[PROBLEM TO SOLVE] Retype all of the data without changing a single word.

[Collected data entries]
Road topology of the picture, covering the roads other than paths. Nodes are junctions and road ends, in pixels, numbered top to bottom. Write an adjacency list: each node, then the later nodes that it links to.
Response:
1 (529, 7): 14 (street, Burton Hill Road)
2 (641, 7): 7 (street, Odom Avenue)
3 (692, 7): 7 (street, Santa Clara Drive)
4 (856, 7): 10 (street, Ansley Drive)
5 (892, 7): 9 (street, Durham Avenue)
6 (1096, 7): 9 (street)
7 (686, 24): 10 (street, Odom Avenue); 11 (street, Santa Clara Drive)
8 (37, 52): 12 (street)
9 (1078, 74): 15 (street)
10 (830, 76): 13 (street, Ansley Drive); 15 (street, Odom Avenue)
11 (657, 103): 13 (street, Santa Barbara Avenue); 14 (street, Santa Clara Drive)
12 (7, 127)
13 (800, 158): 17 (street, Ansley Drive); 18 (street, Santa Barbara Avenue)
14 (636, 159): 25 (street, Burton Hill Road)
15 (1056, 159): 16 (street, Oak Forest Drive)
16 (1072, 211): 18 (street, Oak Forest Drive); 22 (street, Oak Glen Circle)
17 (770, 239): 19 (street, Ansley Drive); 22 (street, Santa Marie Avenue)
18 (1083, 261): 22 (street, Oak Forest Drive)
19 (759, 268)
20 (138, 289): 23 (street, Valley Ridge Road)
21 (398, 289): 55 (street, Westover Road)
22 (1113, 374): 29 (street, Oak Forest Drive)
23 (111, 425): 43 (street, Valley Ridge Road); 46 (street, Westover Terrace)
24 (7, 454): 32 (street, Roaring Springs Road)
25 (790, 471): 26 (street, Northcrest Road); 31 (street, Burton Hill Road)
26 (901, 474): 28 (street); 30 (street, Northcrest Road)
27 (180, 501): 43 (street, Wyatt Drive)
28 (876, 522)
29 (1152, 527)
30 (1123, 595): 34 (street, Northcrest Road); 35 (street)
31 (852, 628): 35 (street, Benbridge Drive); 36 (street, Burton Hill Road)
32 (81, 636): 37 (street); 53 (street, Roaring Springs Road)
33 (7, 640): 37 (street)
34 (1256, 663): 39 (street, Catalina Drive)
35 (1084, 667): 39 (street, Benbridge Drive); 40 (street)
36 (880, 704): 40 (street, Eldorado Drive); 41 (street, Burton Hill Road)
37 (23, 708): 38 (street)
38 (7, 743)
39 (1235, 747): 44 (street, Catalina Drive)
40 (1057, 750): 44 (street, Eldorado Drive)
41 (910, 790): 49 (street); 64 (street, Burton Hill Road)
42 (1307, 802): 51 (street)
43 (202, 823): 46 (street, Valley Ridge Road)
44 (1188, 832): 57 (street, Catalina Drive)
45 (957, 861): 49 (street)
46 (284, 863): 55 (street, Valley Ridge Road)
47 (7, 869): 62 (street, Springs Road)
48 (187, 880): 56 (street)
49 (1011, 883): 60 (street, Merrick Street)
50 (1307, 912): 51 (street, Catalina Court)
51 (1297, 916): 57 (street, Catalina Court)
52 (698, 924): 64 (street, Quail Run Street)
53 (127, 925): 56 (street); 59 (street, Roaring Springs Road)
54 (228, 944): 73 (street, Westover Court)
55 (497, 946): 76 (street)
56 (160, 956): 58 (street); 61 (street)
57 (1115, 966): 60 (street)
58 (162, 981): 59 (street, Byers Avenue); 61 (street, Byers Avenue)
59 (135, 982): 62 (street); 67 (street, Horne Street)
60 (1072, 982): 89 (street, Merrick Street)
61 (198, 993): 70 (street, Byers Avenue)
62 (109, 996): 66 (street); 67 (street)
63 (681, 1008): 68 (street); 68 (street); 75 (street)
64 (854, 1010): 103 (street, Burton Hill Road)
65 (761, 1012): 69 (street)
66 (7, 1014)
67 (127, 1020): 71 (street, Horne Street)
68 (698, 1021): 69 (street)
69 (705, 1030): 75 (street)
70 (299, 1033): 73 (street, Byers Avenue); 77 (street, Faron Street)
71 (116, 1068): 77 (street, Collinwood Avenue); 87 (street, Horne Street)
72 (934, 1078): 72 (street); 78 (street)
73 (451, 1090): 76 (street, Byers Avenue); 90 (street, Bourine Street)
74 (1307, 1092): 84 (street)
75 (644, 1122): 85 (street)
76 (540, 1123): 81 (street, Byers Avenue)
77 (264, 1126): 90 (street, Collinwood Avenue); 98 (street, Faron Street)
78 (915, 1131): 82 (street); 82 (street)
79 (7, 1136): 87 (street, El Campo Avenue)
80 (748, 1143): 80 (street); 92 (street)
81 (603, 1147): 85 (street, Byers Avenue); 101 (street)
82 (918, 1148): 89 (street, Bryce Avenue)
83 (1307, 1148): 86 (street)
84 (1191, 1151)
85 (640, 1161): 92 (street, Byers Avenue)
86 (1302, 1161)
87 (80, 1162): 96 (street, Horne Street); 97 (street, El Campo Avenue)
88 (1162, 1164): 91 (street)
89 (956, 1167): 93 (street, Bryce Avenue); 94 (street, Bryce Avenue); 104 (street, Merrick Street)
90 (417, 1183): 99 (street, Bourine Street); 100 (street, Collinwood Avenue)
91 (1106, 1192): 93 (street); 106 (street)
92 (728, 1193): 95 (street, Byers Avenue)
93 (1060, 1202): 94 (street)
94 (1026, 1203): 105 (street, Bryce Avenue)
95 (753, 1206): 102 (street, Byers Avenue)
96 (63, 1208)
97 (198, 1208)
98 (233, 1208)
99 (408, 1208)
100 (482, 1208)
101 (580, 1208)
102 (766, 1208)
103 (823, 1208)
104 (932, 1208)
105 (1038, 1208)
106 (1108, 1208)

[ANSWER FOR THIS EXERCISE]
Road topology of the picture, covering the roads other than paths. Nodes are junctions and road ends, in pixels, numbered top to bottom. Write an adjacency list: each node, then the later nodes that it links to.
Response:
1 (529, 7): 14 (street, Burton Hill Road)
2 (641, 7): 7 (street, Odom Avenue)
3 (692, 7): 7 (street, Santa Clara Drive)
4 (856, 7): 10 (street, Ansley Drive)
5 (892, 7): 9 (street, Durham Avenue)
6 (1096, 7): 9 (street)
7 (686, 24): 10 (street, Odom Avenue); 11 (street, Santa Clara Drive)
8 (37, 52): 12 (street)
9 (1078, 74): 15 (street)
10 (830, 76): 13 (street, Ansley Drive); 15 (street, Odom Avenue)
11 (657, 103): 13 (street, Santa Barbara Avenue); 14 (street, Santa Clara Drive)
12 (7, 127)
13 (800, 158): 17 (street, Ansley Drive); 18 (street, Santa Barbara Avenue)
14 (636, 159): 25 (street, Burton Hill Road)
15 (1056, 159): 16 (street, Oak Forest Drive)
16 (1072, 211): 18 (street, Oak Forest Drive); 22 (street, Oak Glen Circle)
17 (770, 239): 19 (street, Ansley Drive); 22 (street, Santa Marie Avenue)
18 (1083, 261): 22 (street, Oak Forest Drive)
19 (759, 268)
20 (138, 289): 23 (street, Valley Ridge Road)
21 (398, 289): 55 (street, Westover Road)
22 (1113, 374): 29 (street, Oak Forest Drive)
23 (111, 425): 43 (street, Valley Ridge Road); 46 (street, Westover Terrace)
24 (7, 454): 32 (street, Roaring Springs Road)
25 (790, 471): 26 (street, Northcrest Road); 31 (street, Burton Hill Road)
26 (901, 474): 28 (street); 30 (street, Northcrest Road)
27 (180, 501): 43 (street, Wyatt Drive)
28 (876, 522)
29 (1152, 527)
30 (1123, 595): 34 (street, Northcrest Road); 35 (street)
31 (852, 628): 35 (street, Benbridge Drive); 36 (street, Burton Hill Road)
32 (81, 636): 37 (street); 53 (street, Roaring Springs Road)
33 (7, 640): 37 (street)
34 (1256, 663): 39 (street, Catalina Drive)
35 (1084, 667): 39 (street, Benbridge Drive); 40 (street)
36 (880, 704): 40 (street, Eldorado Drive); 41 (street, Burton Hill Road)
37 (23, 708): 38 (street)
38 (7, 743)
39 (1235, 747): 44 (street, Catalina Drive)
40 (1057, 750): 44 (street, Eldorado Drive)
41 (910, 790): 49 (street); 64 (street, Burton Hill Road)
42 (1307, 802): 51 (street)
43 (202, 823): 46 (street, Valley Ridge Road)
44 (1188, 832): 57 (street, Catalina Drive)
45 (957, 861): 49 (street)
46 (284, 863): 55 (street, Valley Ridge Road)
47 (7, 869): 62 (street, Springs Road)
48 (187, 880): 56 (street)
49 (1011, 883): 60 (street, Merrick Street)
50 (1307, 912): 51 (street, Catalina Court)
51 (1297, 916): 57 (street, Catalina Court)
52 (698, 924): 64 (street, Quail Run Street)
53 (127, 925): 56 (street); 59 (street, Roaring Springs Road)
54 (228, 944): 73 (street, Westover Court)
55 (497, 946): 76 (street)
56 (160, 956): 58 (street); 61 (street)
57 (1115, 966): 60 (street)
58 (162, 981): 59 (street, Byers Avenue); 61 (street, Byers Avenue)
59 (135, 982): 62 (street); 67 (street, Horne Street)
60 (1072, 982): 89 (street, Merrick Street)
61 (198, 993): 70 (street, Byers Avenue)
62 (109, 996): 66 (street); 67 (street)
63 (681, 1008): 68 (street); 68 (street); 75 (street)
64 (854, 1010): 103 (street, Burton Hill Road)
65 (761, 1012): 69 (street)
66 (7, 1014)
67 (127, 1020): 71 (street, Horne Street)
68 (698, 1021): 69 (street)
69 (705, 1030): 75 (street)
70 (299, 1033): 73 (street, Byers Avenue); 77 (street, Faron Street)
71 (116, 1068): 77 (street, Collinwood Avenue); 87 (street, Horne Street)
72 (934, 1078): 72 (street); 78 (street)
73 (451, 1090): 76 (street, Byers Avenue); 90 (street, Bourine Street)
74 (1307, 1092): 84 (street)
75 (644, 1122): 85 (street)
76 (540, 1123): 81 (street, Byers Avenue)
77 (264, 1126): 90 (street, Collinwood Avenue); 98 (street, Faron Street)
78 (915, 1131): 82 (street); 82 (street)
79 (7, 1136): 87 (street, El Campo Avenue)
80 (748, 1143): 80 (street); 92 (street)
81 (603, 1147): 85 (street, Byers Avenue); 101 (street)
82 (918, 1148): 89 (street, Bryce Avenue)
83 (1307, 1148): 86 (street)
84 (1191, 1151)
85 (640, 1161): 92 (street, Byers Avenue)
86 (1302, 1161)
87 (80, 1162): 96 (street, Horne Street); 97 (street, El Campo Avenue)
88 (1162, 1164): 91 (street)
89 (956, 1167): 93 (street, Bryce Avenue); 94 (street, Bryce Avenue); 104 (street, Merrick Street)
90 (417, 1183): 99 (street, Bourine Street); 100 (street, Collinwood Avenue)
91 (1106, 1192): 93 (street); 106 (street)
92 (728, 1193): 95 (street, Byers Avenue)
93 (1060, 1202): 94 (street)
94 (1026, 1203): 105 (street, Bryce Avenue)
95 (753, 1206): 102 (street, Byers Avenue)
96 (63, 1208)
97 (198, 1208)
98 (233, 1208)
99 (408, 1208)
100 (482, 1208)
101 (580, 1208)
102 (766, 1208)
103 (823, 1208)
104 (932, 1208)
105 (1038, 1208)
106 (1108, 1208)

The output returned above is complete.